You could say “we should drop requirement 1 and use a fixed point or fraction datatype” but that’s emphatically not a one line change, and has its own places where you’ll run into mutually incompatible requirements.
Or you could add a “duct tape” solution like “use
printf("%.2f", result)
in the case where we actually ran into this problem, in which we know both operands have a 2 decimal precision, and revisit if this bug comes up again in a different context”.I would argue that the precision should be capped at the lowest precision of the operands. In physics, if you add to lengths, 0.123m+0.123456m should be rounded to 0.246m.
Also, IEEE754 fundamentally does not contain information about the precision of a number. If you want to track that information correctly, you can use two floating point numbers and do interval arithmetic. There is even an IEEE standard for that nowadays.
Of course, this comes at a cost. While monotonic functions can be converted for interval arithmetic, the general problem of finding the extremal values of a function in some high-dimensional domain is a hard problem. Of course, if you know how the function is composed out of simpler operations, you can at least find some bounds.

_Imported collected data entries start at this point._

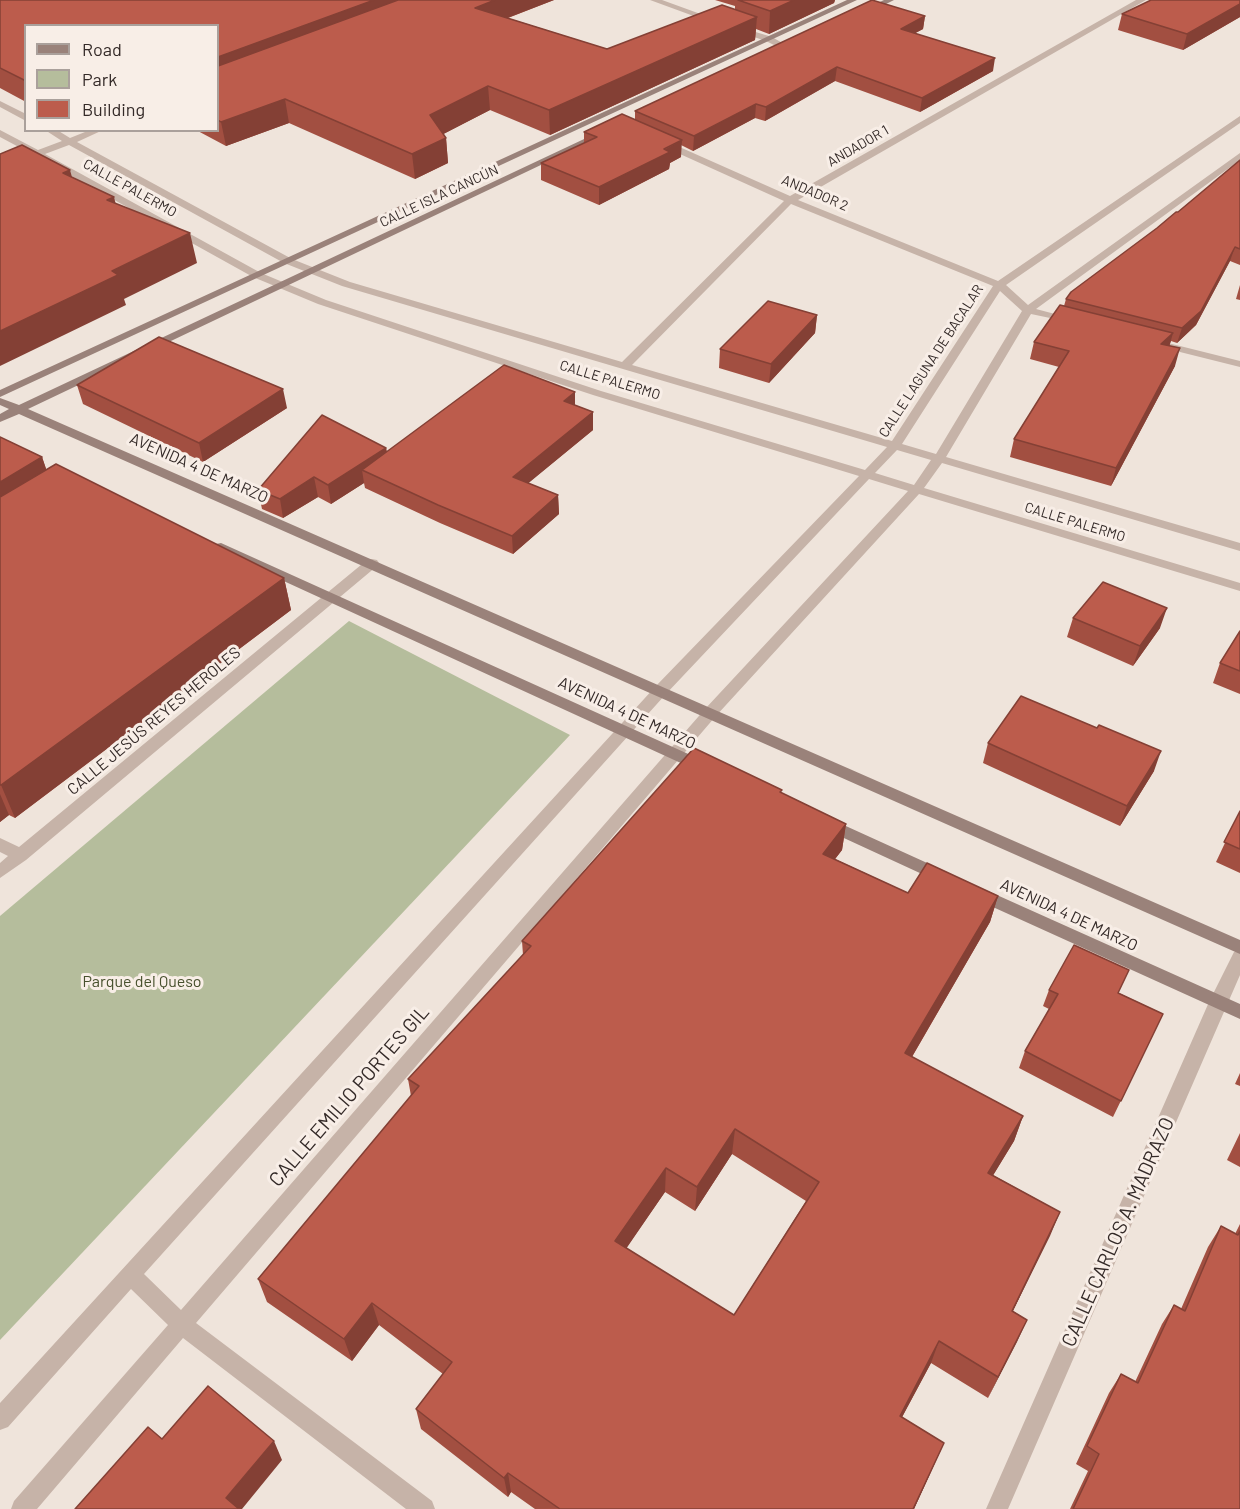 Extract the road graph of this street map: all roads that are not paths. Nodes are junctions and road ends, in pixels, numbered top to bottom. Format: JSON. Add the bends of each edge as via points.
{"nodes":[{"id":1,"x":654,"y":0,"type":"edge"},
{"id":2,"x":854,"y":0,"type":"edge"},
{"id":3,"x":890,"y":0,"type":"edge"},
{"id":4,"x":1142,"y":0,"type":"edge"},
{"id":5,"x":848,"y":19,"type":"edge"},
{"id":6,"x":769,"y":39,"type":"junction"},
{"id":7,"x":797,"y":43,"type":"edge"},
{"id":8,"x":787,"y":48,"type":"junction"},
{"id":9,"x":776,"y":53,"type":"edge"},
{"id":10,"x":0,"y":104,"type":"edge"},
{"id":11,"x":24,"y":117,"type":"edge"},
{"id":12,"x":1240,"y":119,"type":"edge"},
{"id":13,"x":611,"y":130,"type":"edge"},
{"id":14,"x":52,"y":132,"type":"edge"},
{"id":15,"x":94,"y":132,"type":"edge"},
{"id":16,"x":0,"y":133,"type":"edge"},
{"id":17,"x":653,"y":139,"type":"edge"},
{"id":18,"x":69,"y":142,"type":"junction"},
{"id":19,"x":38,"y":154,"type":"junction"},
{"id":20,"x":1240,"y":156,"type":"edge"},
{"id":21,"x":0,"y":168,"type":"edge"},
{"id":22,"x":790,"y":200,"type":"junction"},
{"id":23,"x":288,"y":261,"type":"junction"},
{"id":24,"x":312,"y":270,"type":"junction"},
{"id":25,"x":257,"y":275,"type":"junction"},
{"id":26,"x":280,"y":285,"type":"junction"},
{"id":27,"x":999,"y":285,"type":"junction"},
{"id":28,"x":1028,"y":310,"type":"junction"},
{"id":29,"x":1084,"y":324,"type":"edge"},
{"id":30,"x":1151,"y":342,"type":"edge"},
{"id":31,"x":1240,"y":364,"type":"edge"},
{"id":32,"x":625,"y":365,"type":"junction"},
{"id":33,"x":0,"y":394,"type":"edge"},
{"id":34,"x":0,"y":401,"type":"edge"},
{"id":35,"x":17,"y":408,"type":"junction"},
{"id":36,"x":0,"y":418,"type":"edge"},
{"id":37,"x":895,"y":445,"type":"junction"},
{"id":38,"x":939,"y":458,"type":"junction"},
{"id":39,"x":866,"y":474,"type":"junction"},
{"id":40,"x":917,"y":489,"type":"junction"},
{"id":41,"x":203,"y":539,"type":"edge"},
{"id":42,"x":1240,"y":547,"type":"edge"},
{"id":43,"x":372,"y":563,"type":"junction"},
{"id":44,"x":1240,"y":587,"type":"edge"},
{"id":45,"x":330,"y":597,"type":"junction"},
{"id":46,"x":660,"y":691,"type":"junction"},
{"id":47,"x":710,"y":713,"type":"junction"},
{"id":48,"x":624,"y":731,"type":"junction"},
{"id":49,"x":675,"y":754,"type":"junction"},
{"id":50,"x":718,"y":774,"type":"edge"},
{"id":51,"x":816,"y":819,"type":"edge"},
{"id":52,"x":0,"y":844,"type":"edge"},
{"id":53,"x":20,"y":856,"type":"junction"},
{"id":54,"x":0,"y":872,"type":"edge"},
{"id":55,"x":1240,"y":947,"type":"edge"},
{"id":56,"x":1240,"y":957,"type":"edge"},
{"id":57,"x":1218,"y":1002,"type":"junction"},
{"id":58,"x":1240,"y":1012,"type":"edge"},
{"id":59,"x":131,"y":1275,"type":"junction"},
{"id":60,"x":181,"y":1324,"type":"junction"},
{"id":61,"x":0,"y":1419,"type":"edge"},
{"id":62,"x":22,"y":1509,"type":"edge"},
{"id":63,"x":424,"y":1509,"type":"edge"},
{"id":64,"x":997,"y":1509,"type":"edge"}],
"edges":[{"from":1,"to":6,"type":"street"},
{"from":2,"to":6,"type":"street","name":"CALLE ISLA CANCÚN"},
{"from":3,"to":5,"type":"street"},
{"from":4,"to":22,"type":"street","name":"ANDADOR 1"},
{"from":6,"to":8,"type":"street"},
{"from":6,"to":23,"type":"street","name":"CALLE ISLA CANCÚN"},
{"from":7,"to":8,"type":"street"},
{"from":8,"to":9,"type":"street"},
{"from":10,"to":11,"type":"street"},
{"from":12,"to":27,"type":"street","name":"CALLE LAGUNA DE BACALAR"},
{"from":13,"to":24,"type":"street","name":"CALLE ISLA CANCÚN"},
{"from":14,"to":18,"type":"street","name":"CALLE PALERMO"},
{"from":15,"to":18,"type":"street"},
{"from":16,"to":19,"type":"street","name":"CALLE PALERMO"},
{"from":17,"to":22,"type":"street","name":"ANDADOR 2"},
{"from":18,"to":19,"type":"street"},
{"from":18,"to":23,"type":"street","name":"CALLE PALERMO"},
{"from":19,"to":21,"type":"street"},
{"from":19,"to":25,"type":"street","name":"CALLE PALERMO"},
{"from":20,"to":28,"type":"street"},
{"from":22,"to":27,"type":"street","name":"ANDADOR 2"},
{"from":22,"to":32,"type":"street","name":"ANDADOR 1"},
{"from":23,"to":24,"type":"street","name":"CALLE PALERMO"},
{"from":23,"to":25,"type":"street","name":"CALLE ISLA CANCÚN"},
{"from":24,"to":26,"type":"street","name":"CALLE ISLA CANCÚN"},
{"from":24,"to":32,"type":"street","name":"CALLE PALERMO","via":[[346,284]]},
{"from":25,"to":26,"type":"street","name":"CALLE PALERMO"},
{"from":25,"to":33,"type":"street","name":"CALLE ISLA CANCÚN"},
{"from":26,"to":35,"type":"street","name":"CALLE ISLA CANCÚN"},
{"from":26,"to":39,"type":"street","name":"CALLE PALERMO","via":[[597,393]]},
{"from":27,"to":28,"type":"street","name":"ANDADOR 2"},
{"from":27,"to":37,"type":"street","name":"CALLE LAGUNA DE BACALAR"},
{"from":28,"to":29,"type":"street"},
{"from":28,"to":38,"type":"street"},
{"from":30,"to":31,"type":"street"},
{"from":32,"to":37,"type":"street","name":"CALLE PALERMO"},
{"from":34,"to":35,"type":"street","name":"AVENIDA 4 DE MARZO"},
{"from":35,"to":36,"type":"street","name":"CALLE ISLA CANCÚN"},
{"from":35,"to":43,"type":"street","name":"AVENIDA 4 DE MARZO"},
{"from":37,"to":38,"type":"street","name":"CALLE PALERMO"},
{"from":37,"to":39,"type":"street","name":"CALLE LAGUNA DE BACALAR"},
{"from":38,"to":40,"type":"street"},
{"from":38,"to":42,"type":"street","name":"CALLE PALERMO"},
{"from":39,"to":40,"type":"street","name":"CALLE PALERMO"},
{"from":39,"to":46,"type":"street","name":"CALLE LAGUNA DE BACALAR"},
{"from":40,"to":44,"type":"street","name":"CALLE PALERMO"},
{"from":40,"to":47,"type":"street"},
{"from":41,"to":45,"type":"street","name":"AVENIDA 4 DE MARZO"},
{"from":43,"to":45,"type":"street","name":"CALLE JESÚS REYES HEROLES"},
{"from":43,"to":46,"type":"street","name":"AVENIDA 4 DE MARZO"},
{"from":45,"to":48,"type":"street","name":"AVENIDA 4 DE MARZO"},
{"from":45,"to":53,"type":"street","name":"CALLE JESÚS REYES HEROLES"},
{"from":46,"to":47,"type":"street","name":"AVENIDA 4 DE MARZO"},
{"from":46,"to":48,"type":"street"},
{"from":47,"to":49,"type":"street","name":"CALLE EMILIO PORTES GIL"},
{"from":47,"to":55,"type":"street","name":"AVENIDA 4 DE MARZO"},
{"from":48,"to":49,"type":"street","name":"AVENIDA 4 DE MARZO"},
{"from":48,"to":59,"type":"street"},
{"from":49,"to":50,"type":"street","name":"AVENIDA 4 DE MARZO"},
{"from":49,"to":60,"type":"street","name":"CALLE EMILIO PORTES GIL"},
{"from":51,"to":57,"type":"street","name":"AVENIDA 4 DE MARZO"},
{"from":52,"to":53,"type":"street"},
{"from":53,"to":54,"type":"street","name":"CALLE JESÚS REYES HEROLES"},
{"from":56,"to":57,"type":"street","name":"CALLE CARLOS A. MADRAZO"},
{"from":57,"to":58,"type":"street","name":"AVENIDA 4 DE MARZO"},
{"from":57,"to":64,"type":"street","name":"CALLE CARLOS A. MADRAZO"},
{"from":59,"to":60,"type":"street"},
{"from":59,"to":61,"type":"street"},
{"from":60,"to":62,"type":"street","name":"CALLE EMILIO PORTES GIL"},
{"from":60,"to":63,"type":"street"}]}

Or you could do what physicists do (at least when they are taking lab courses) and track physical quantities with a value and a precision, and do uncertainty propagation. (This might not be 100% kosher in cases where you first calculate multiple intermediate quantities from the same measurement (whose error will thus not be independent) and continue to treat them as if they were. But that might just give you bigger errors.) Also, this relies on your function being sufficiently well-described in the region of interest by the partial derivatives at the central point. If you calculate the uncertainty of f(x,y)=xy for x=0.1±1, y=0.1±1 using the partial derivatives you will not have fun.
In the general case I agree it’s not necessarily trivial; e.g. if your program uses the whole range of decimal places to a meaningful degree, or performs calculations that can compound floating point errors up to higher decimal places. (Though I’d argue that in both of those cases pure floating point is probably not the best system to use.) In my case I knew that the intended precision of the input would never be precise enough to overlap with floating point errors, so I could just round anything past the 15th decimal place down to 0.
That makes sense. I think I may have misjudged your post, as I expected that you would classify that kind of approach as a “duct tape” approach.
Hmm, interesting. The exact choice of decimal place at which to cut off the comparison is certainly arbitrary, and that doesn’t feel very elegant. My thinking is that within the constraint of using floating point numbers, there fundamentally isn’t a perfect solution. Floating point notation changes some numbers into other numbers, so there are always going to be some cases where number comparisons are wrong. What we want to do is define a problem domain and check if floating point will cause problems within that domain; if it doesn’t, go for it, if it does, maybe don’t use floating point.
In this case my fix solves the problem for what I think is the vast majority of the most likely inputs (in particular it solves it for all the inputs that my particular program was going to get), and while it’s less fundamental than e.g. using arbitrary-precision arithmetic, it does better on the cost-benefit analysis. (Just like how “completely overhaul our company” addresses things on a more fundamental level than just fixing the structural simulation, but may not be the best fix given resource constraints.)
The main purpose of my example was not to argue that my particular approach was the “correct” one, but rather to point out the flaws in the “multiply by an arbitrary constant” approach. I’ll edit that line, since I think you’re right that it’s a little more complicated than I was making it out to be, and “trivial” could be an unfair characterization.
BTW as a concrete note, you may want to sub in
15 - ceil(log10(n))
instead of just “15”, which really only matters if you’re dealing with numbers above 10 (e.g. 1000 is represented as 0x408F400000000000, while the next float 0x408F400000000001 is 1000.000000000000114, which differs in the 13th decimal place).It’s duct tapes all the way down!